Leaving out every picture, copy the lines of the data exactly, from the first through the line containing "Digitize the connectivity".

[Saved data entries]
■ ■ ■ ■ ■

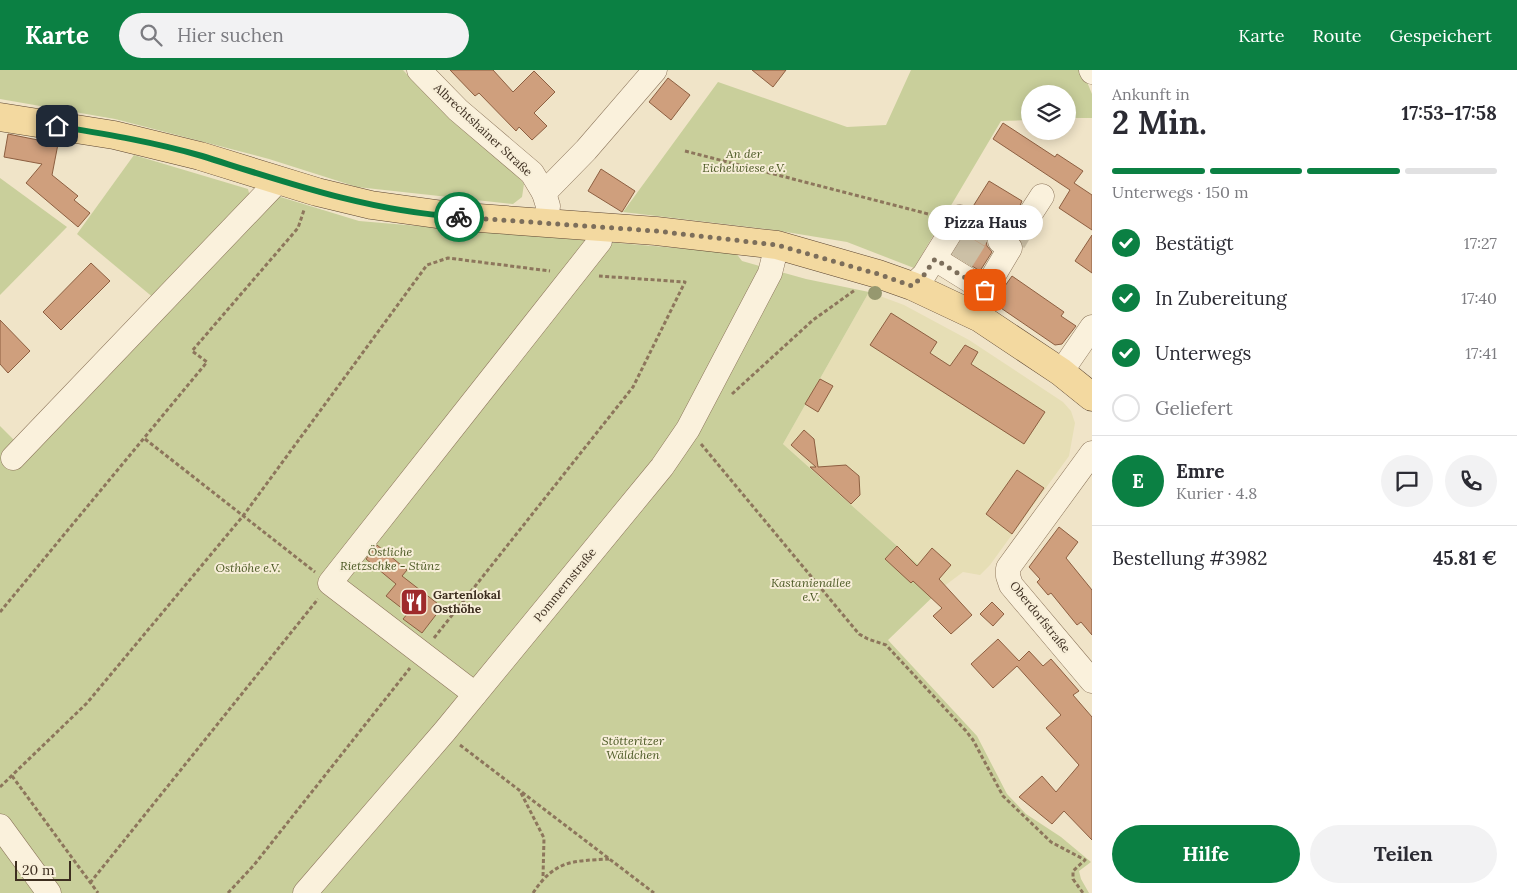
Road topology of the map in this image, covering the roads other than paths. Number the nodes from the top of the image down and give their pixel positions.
1 (419, 70) edge
2 (655, 70) edge
3 (0, 117) edge
4 (278, 181) junction
5 (544, 193) junction
6 (546, 222) junction
7 (970, 223) dead end
8 (600, 241) dead end
9 (1008, 244) tunnel mouth
10 (777, 245) junction
11 (935, 259) junction
12 (912, 286) junction
13 (985, 290) junction
14 (980, 318) junction
15 (1092, 327) edge
16 (1061, 372) junction
17 (1092, 397) edge
18 (1092, 453) edge
19 (13, 458) dead end
20 (1092, 681) edge
21 (476, 694) junction
22 (0, 826) edge
23 (49, 893) edge
24 (304, 893) edge

1 - 5 street, Albrechtshainer Straße
2 - 5 street
3 - 4 main road
4 - 6 main road
4 - 19 street
5 - 6 street, Albrechtshainer Straße
6 - 10 main road
7 - 11 street
8 - 21 street
9 - 13 street
10 - 12 main road
10 - 21 street, Pommernstraße
11 - 12 street
11 - 13 street
12 - 14 main road
13 - 14 street
14 - 16 main road
15 - 16 street
16 - 17 main road
18 - 20 street, Oberdorfstraße
21 - 24 street, Pommernstraße
22 - 23 street

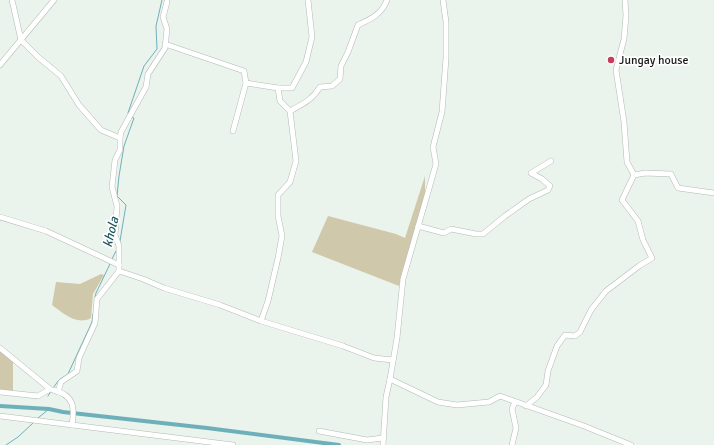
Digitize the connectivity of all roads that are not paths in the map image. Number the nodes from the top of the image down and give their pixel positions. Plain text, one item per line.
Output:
1 (12, 0) edge
2 (54, 0) edge
3 (308, 0) edge
4 (386, 0) edge
5 (443, 0) edge
6 (624, 0) edge
7 (167, 2) dead end
8 (21, 40) junction
9 (165, 44) junction
10 (0, 65) edge
11 (246, 84) junction
12 (278, 88) junction
13 (290, 111) junction
14 (233, 131) dead end
15 (120, 138) junction
16 (551, 161) dead end
17 (634, 175) junction
18 (714, 193) edge
19 (0, 217) edge
20 (418, 226) junction
21 (119, 265) junction
22 (119, 271) junction
23 (261, 321) junction
24 (0, 348) edge
25 (393, 360) junction
26 (390, 379) junction
27 (0, 392) edge
28 (515, 402) junction
29 (526, 406) junction
30 (0, 416) edge
31 (72, 425) junction
32 (319, 431) dead end
33 (383, 438) junction
34 (233, 445) edge
35 (382, 445) edge
36 (512, 445) edge
37 (631, 445) edge

1 - 8 street
2 - 8 street
3 - 12 street
4 - 13 street
5 - 20 street
6 - 17 street
7 - 9 street
8 - 10 street
8 - 15 street
9 - 11 street
9 - 15 street
11 - 12 street
11 - 14 street
12 - 13 street
13 - 23 street
15 - 21 street
16 - 20 street
17 - 18 street
17 - 29 street
19 - 21 street
20 - 25 street
21 - 22 street
22 - 23 street
22 - 31 street
23 - 25 street
24 - 27 street
25 - 26 street
26 - 28 street
26 - 33 street
28 - 29 street
28 - 36 street
29 - 37 street
30 - 31 street
31 - 34 street
32 - 33 street
33 - 35 street

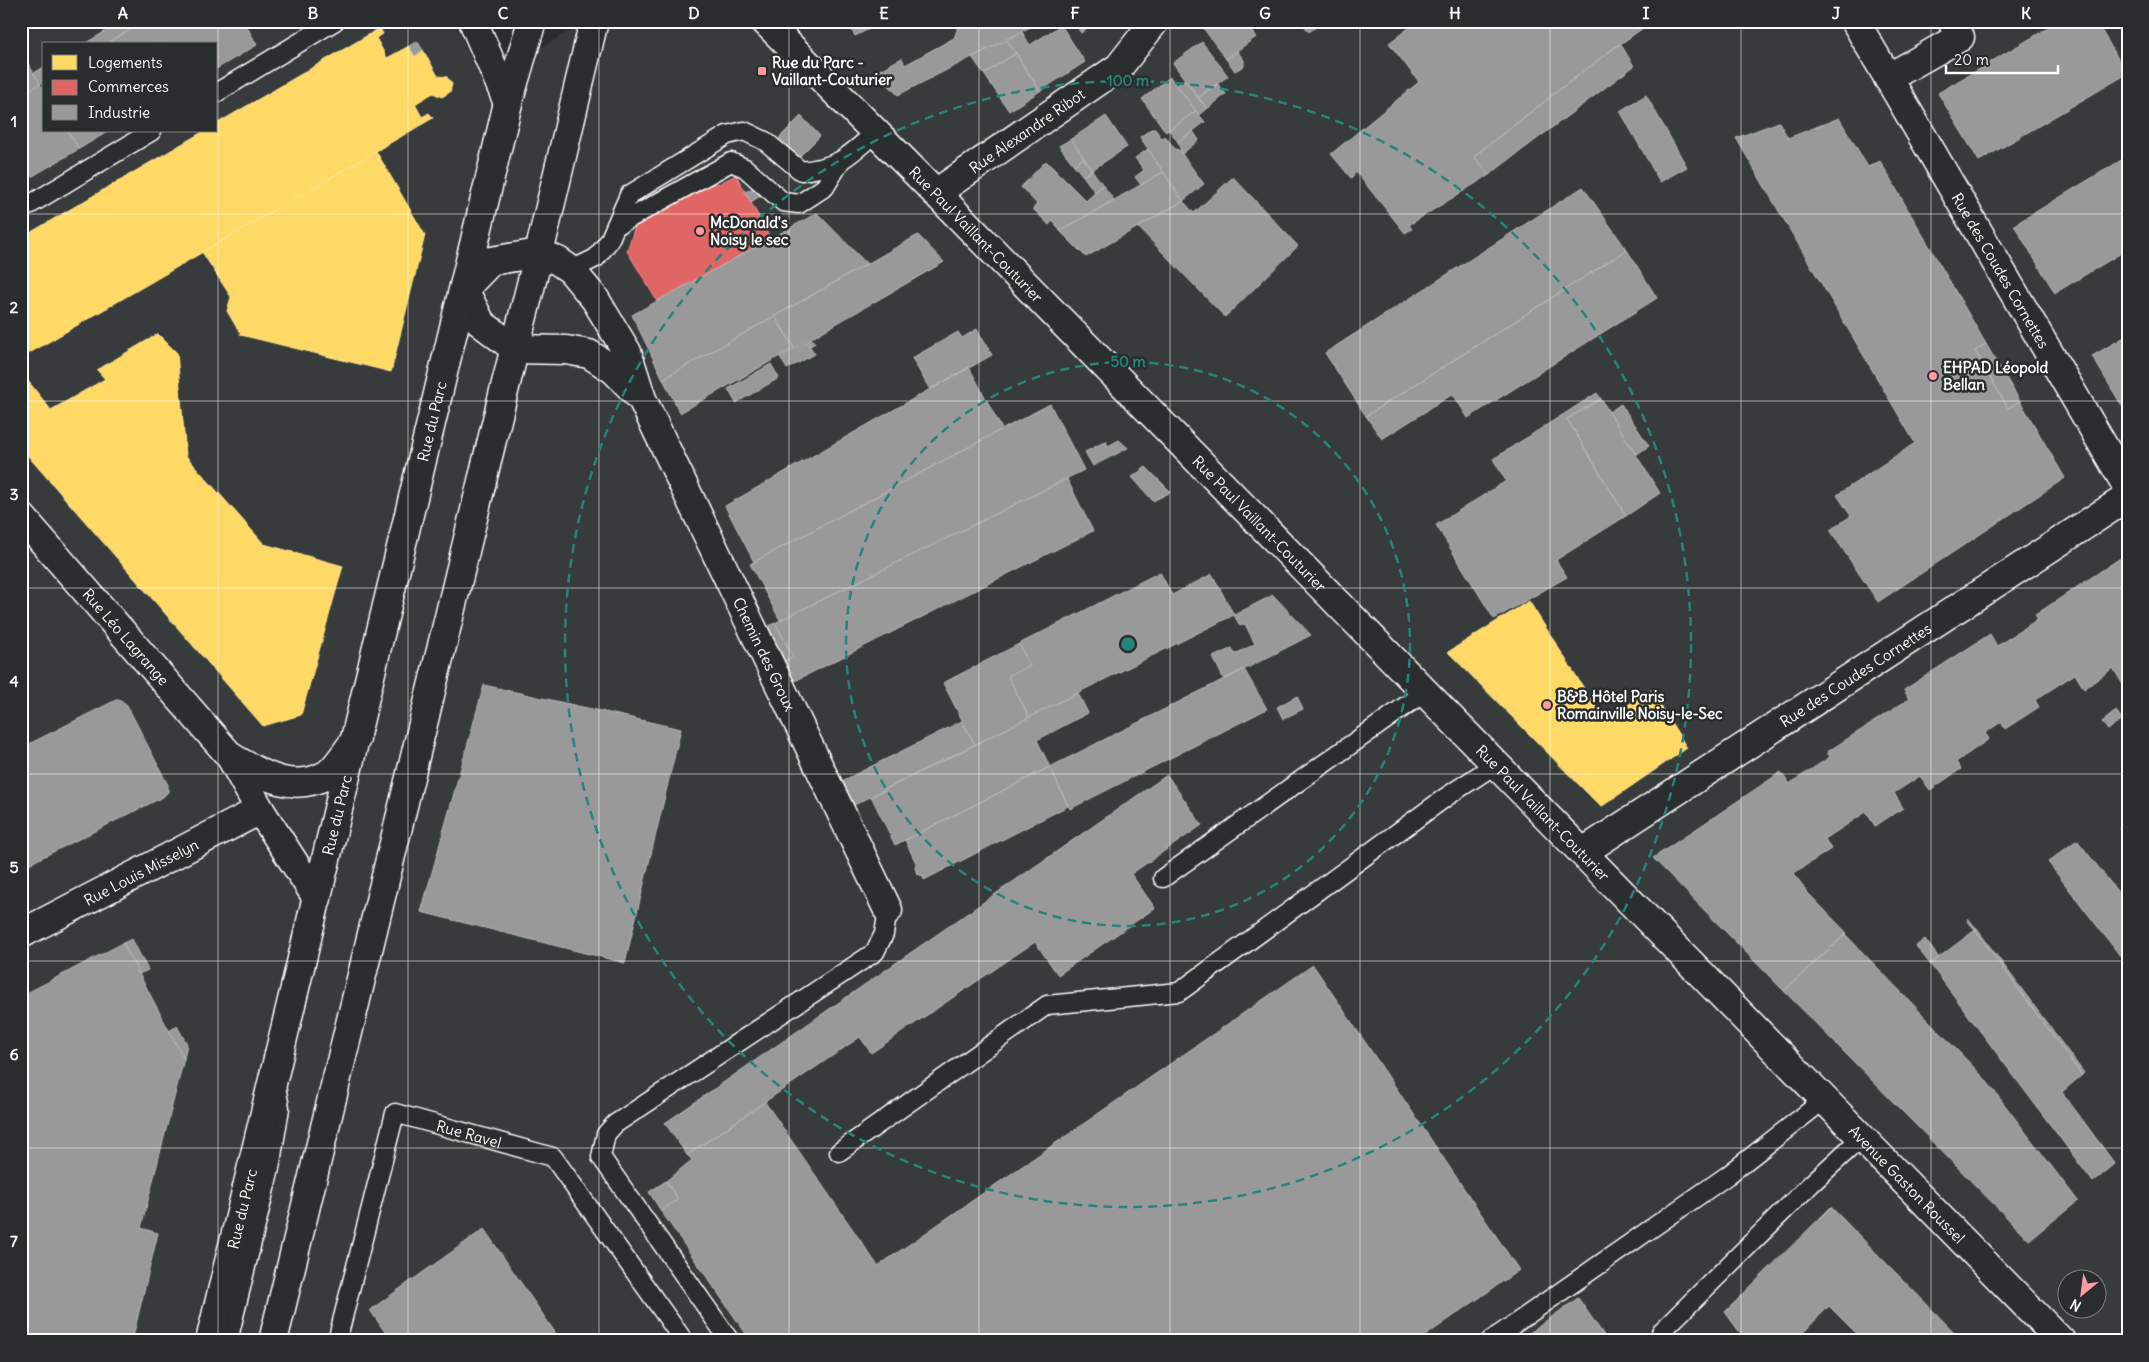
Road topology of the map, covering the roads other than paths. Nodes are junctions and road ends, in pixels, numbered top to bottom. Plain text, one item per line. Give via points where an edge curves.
1 (335, 21) edge
2 (473, 21) edge
3 (532, 21) edge
4 (594, 21) edge
5 (765, 21) edge
6 (1155, 21) edge
7 (1855, 21) edge
8 (1952, 21) edge
9 (1888, 78) junction
10 (218, 92) edge
11 (508, 103) junction
12 (150, 132) edge
13 (876, 132) junction
14 (840, 162) junction
15 (936, 193) junction
16 (21, 210) edge
17 (616, 226) junction
18 (540, 253) junction
19 (571, 270) junction
20 (464, 289) junction
21 (595, 299) junction
22 (515, 349) junction
23 (566, 350) junction
24 (642, 399) junction
25 (2128, 488) edge
26 (2128, 497) edge
27 (21, 516) edge
28 (1425, 692) junction
29 (356, 739) junction
30 (230, 756) junction
31 (1496, 764) junction
32 (260, 810) junction
33 (1583, 852) junction
34 (1163, 878) dead end
35 (317, 898) junction
36 (888, 910) joint
37 (21, 934) edge
38 (1753, 1026) joint
39 (274, 1076) junction
40 (1825, 1099) junction
41 (1862, 1137) junction
42 (839, 1152) dead end
43 (1661, 1332) dead end
44 (210, 1341) edge
45 (228, 1341) edge
46 (273, 1341) edge
47 (337, 1341) edge
48 (684, 1341) edge
49 (730, 1341) edge
50 (1490, 1341) edge
51 (2061, 1341) edge

1 - 10 lane
2 - 11 main road
3 - 11 main road, Rue du Parc
4 - 18 main road
5 - 13 main road, Rue Paul Vaillant-Couturier
6 - 15 main road, Rue Alexandre Ribot via 1120,68
7 - 9 main road, Rue des Coudes Cornettes
8 - 9 main road via 1960,37
9 - 25 main road, Rue des Coudes Cornettes
11 - 20 main road, Rue du Parc
12 - 16 lane
13 - 14 lane
13 - 15 main road, Rue Paul Vaillant-Couturier
14 - 17 lane via 825,187 799,204 783,202 744,168 731,162
14 - 17 lane via 822,169 801,171 765,141 751,134 744,131 727,135 629,195
15 - 28 main road, Rue Paul Vaillant-Couturier
17 - 19 lane via 596,258
18 - 19 main road, Chemin des Groux
18 - 20 main road via 491,261
18 - 22 main road
19 - 21 main road, Chemin des Groux
20 - 22 main road via 481,324
20 - 29 main road, Rue du Parc
21 - 23 main road via 594,324 586,338
21 - 24 main road, Chemin des Groux via 627,352
22 - 23 main road, Chemin des Groux
22 - 46 main road
23 - 24 main road, Chemin des Groux via 590,354 614,370
24 - 36 main road, Chemin des Groux
26 - 33 main road, Rue des Coudes Cornettes
27 - 30 main road, Rue Léo Lagrange
28 - 31 main road, Rue Paul Vaillant-Couturier
28 - 34 lane
29 - 30 main road via 328,775 302,783 268,778
29 - 35 main road, Rue du Parc
30 - 32 main road
31 - 33 main road, Rue Paul Vaillant-Couturier
31 - 42 lane via 1178,992 1048,1006
32 - 35 main road
32 - 37 main road, Rue Louis Misselyn
33 - 38 main road, Rue Paul Vaillant-Couturier
35 - 39 main road, Rue du Parc
36 - 49 lane via 884,934 875,952 615,1124 606,1134 601,1157
38 - 40 main road, Avenue Gaston Roussel
39 - 44 main road, Rue du Parc
39 - 45 lane via 280,1108 270,1168
40 - 41 main road, Avenue Gaston Roussel
40 - 50 lane via 1728,1175
41 - 43 lane
41 - 51 main road, Avenue Gaston Roussel
47 - 48 lane, Rue Ravel via 395,1113 553,1157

■ ■ ■ ■ ■

## Answer to the problem
Road topology of the map in this image, covering the roads other than paths. Number the nodes from the top of the image down and give their pixel positions.
1 (419, 70) edge
2 (655, 70) edge
3 (0, 117) edge
4 (278, 181) junction
5 (544, 193) junction
6 (546, 222) junction
7 (970, 223) dead end
8 (600, 241) dead end
9 (1008, 244) tunnel mouth
10 (777, 245) junction
11 (935, 259) junction
12 (912, 286) junction
13 (985, 290) junction
14 (980, 318) junction
15 (1092, 327) edge
16 (1061, 372) junction
17 (1092, 397) edge
18 (1092, 453) edge
19 (13, 458) dead end
20 (1092, 681) edge
21 (476, 694) junction
22 (0, 826) edge
23 (49, 893) edge
24 (304, 893) edge

1 - 5 street, Albrechtshainer Straße
2 - 5 street
3 - 4 main road
4 - 6 main road
4 - 19 street
5 - 6 street, Albrechtshainer Straße
6 - 10 main road
7 - 11 street
8 - 21 street
9 - 13 street
10 - 12 main road
10 - 21 street, Pommernstraße
11 - 12 street
11 - 13 street
12 - 14 main road
13 - 14 street
14 - 16 main road
15 - 16 street
16 - 17 main road
18 - 20 street, Oberdorfstraße
21 - 24 street, Pommernstraße
22 - 23 street

Digitize the connectivity of all roads that are not paths in the map image. Number the nodes from the top of the image down and give their pixel positions. Plain text, one item per line.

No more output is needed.